Goal of the exercise -
Find how many lines in the material contain "dead"; your answer should be that number alone.

Raw data -
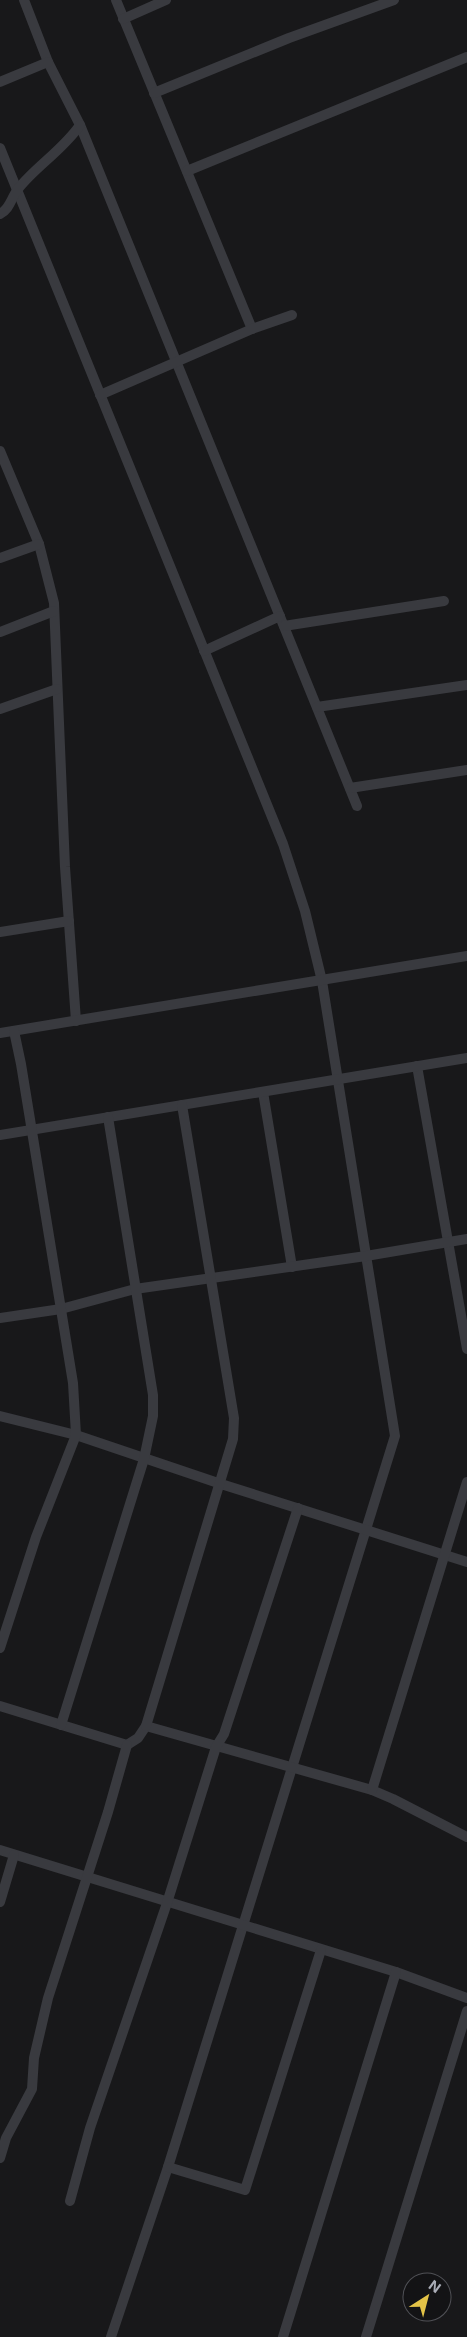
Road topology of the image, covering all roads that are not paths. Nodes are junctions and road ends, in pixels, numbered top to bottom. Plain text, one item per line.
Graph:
1 (24, 0) edge
2 (116, 0) edge
3 (166, 0) edge
4 (394, 0) edge
5 (124, 19) junction
6 (467, 57) edge
7 (48, 62) junction
8 (0, 82) edge
9 (154, 93) junction
10 (80, 125) junction
11 (0, 148) edge
12 (187, 171) junction
13 (18, 190) junction
14 (0, 214) edge
15 (292, 315) dead end
16 (252, 329) junction
17 (176, 362) junction
18 (100, 395) junction
19 (0, 451) edge
20 (39, 544) junction
21 (0, 558) edge
22 (444, 601) dead end
23 (54, 611) junction
24 (282, 621) junction
25 (0, 632) edge
26 (204, 650) junction
27 (467, 685) edge
28 (57, 689) junction
29 (317, 707) junction
30 (0, 709) edge
31 (467, 770) edge
32 (350, 788) junction
33 (357, 806) dead end
34 (69, 921) junction
35 (0, 932) edge
36 (467, 956) edge
37 (322, 981) junction
38 (76, 1021) junction
39 (14, 1031) junction
40 (0, 1033) edge
41 (467, 1058) edge
42 (417, 1066) junction
43 (337, 1080) junction
44 (263, 1092) junction
45 (182, 1105) junction
46 (108, 1117) junction
47 (32, 1130) junction
48 (0, 1135) edge
49 (467, 1238) edge
50 (448, 1242) junction
51 (366, 1256) junction
52 (292, 1267) junction
53 (212, 1278) junction
54 (136, 1289) junction
55 (61, 1309) junction
56 (0, 1318) edge
57 (467, 1349) edge
58 (0, 1416) edge
59 (76, 1436) junction
60 (144, 1458) junction
61 (467, 1482) edge
62 (221, 1484) junction
63 (298, 1508) junction
64 (366, 1529) junction
65 (445, 1555) junction
66 (467, 1562) edge
67 (0, 1648) edge
68 (0, 1706) edge
69 (61, 1725) junction
70 (146, 1726) junction
71 (127, 1745) junction
72 (216, 1746) junction
73 (292, 1768) junction
74 (372, 1790) junction
75 (467, 1838) edge
76 (0, 1850) edge
77 (14, 1855) junction
78 (87, 1876) junction
79 (0, 1902) edge
80 (167, 1903) junction
81 (244, 1926) junction
82 (321, 1950) junction
83 (396, 1972) junction
84 (467, 1998) edge
85 (467, 2011) edge
86 (3, 2136) edge
87 (0, 2158) edge
88 (168, 2167) junction
89 (70, 2201) dead end
90 (111, 2337) edge
91 (283, 2337) edge
92 (366, 2337) edge

1 - 7 street
2 - 5 street
3 - 5 street
4 - 9 street
5 - 9 street
6 - 12 street
7 - 8 street
7 - 10 street
9 - 12 street
10 - 13 street
10 - 17 street
11 - 13 street
12 - 16 street
13 - 14 street
13 - 18 street
15 - 16 street
16 - 17 street
17 - 18 street
17 - 24 street
18 - 26 street
19 - 20 street
20 - 21 street
20 - 23 street
22 - 24 street
23 - 25 street
23 - 28 street
24 - 26 street
24 - 29 street
26 - 37 street
27 - 29 street
28 - 30 street
28 - 34 street
29 - 32 street
31 - 32 street
32 - 33 street
34 - 35 street
34 - 38 street
36 - 37 street
37 - 38 street
37 - 43 street
38 - 39 street
39 - 40 street
39 - 47 street
41 - 42 street
42 - 43 street
42 - 50 street
43 - 44 street
43 - 51 street
44 - 45 street
44 - 52 street
45 - 46 street
45 - 53 street
46 - 47 street
46 - 54 street
47 - 48 street
47 - 55 street
49 - 50 street
50 - 51 street
50 - 57 street
51 - 52 street
51 - 64 street
52 - 53 street
53 - 54 street
53 - 62 street
54 - 55 street
54 - 60 street
55 - 56 street
55 - 59 street
58 - 59 street
59 - 60 street
59 - 67 street
60 - 62 street
60 - 69 street
61 - 65 street
62 - 63 street
62 - 70 street
63 - 64 street
63 - 72 street
64 - 65 street
64 - 73 street
65 - 66 street
65 - 74 street
68 - 69 street
69 - 71 street
70 - 71 street
70 - 72 street
71 - 78 street
72 - 73 street
72 - 80 street
73 - 74 street
73 - 81 street
74 - 75 street
76 - 77 street
77 - 78 street
77 - 79 street
78 - 80 street
78 - 86 street
80 - 81 street
80 - 89 street
81 - 82 street
81 - 88 street
82 - 83 street
82 - 88 street
83 - 84 street
83 - 91 street
85 - 92 street
86 - 87 street
88 - 90 street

Result -
4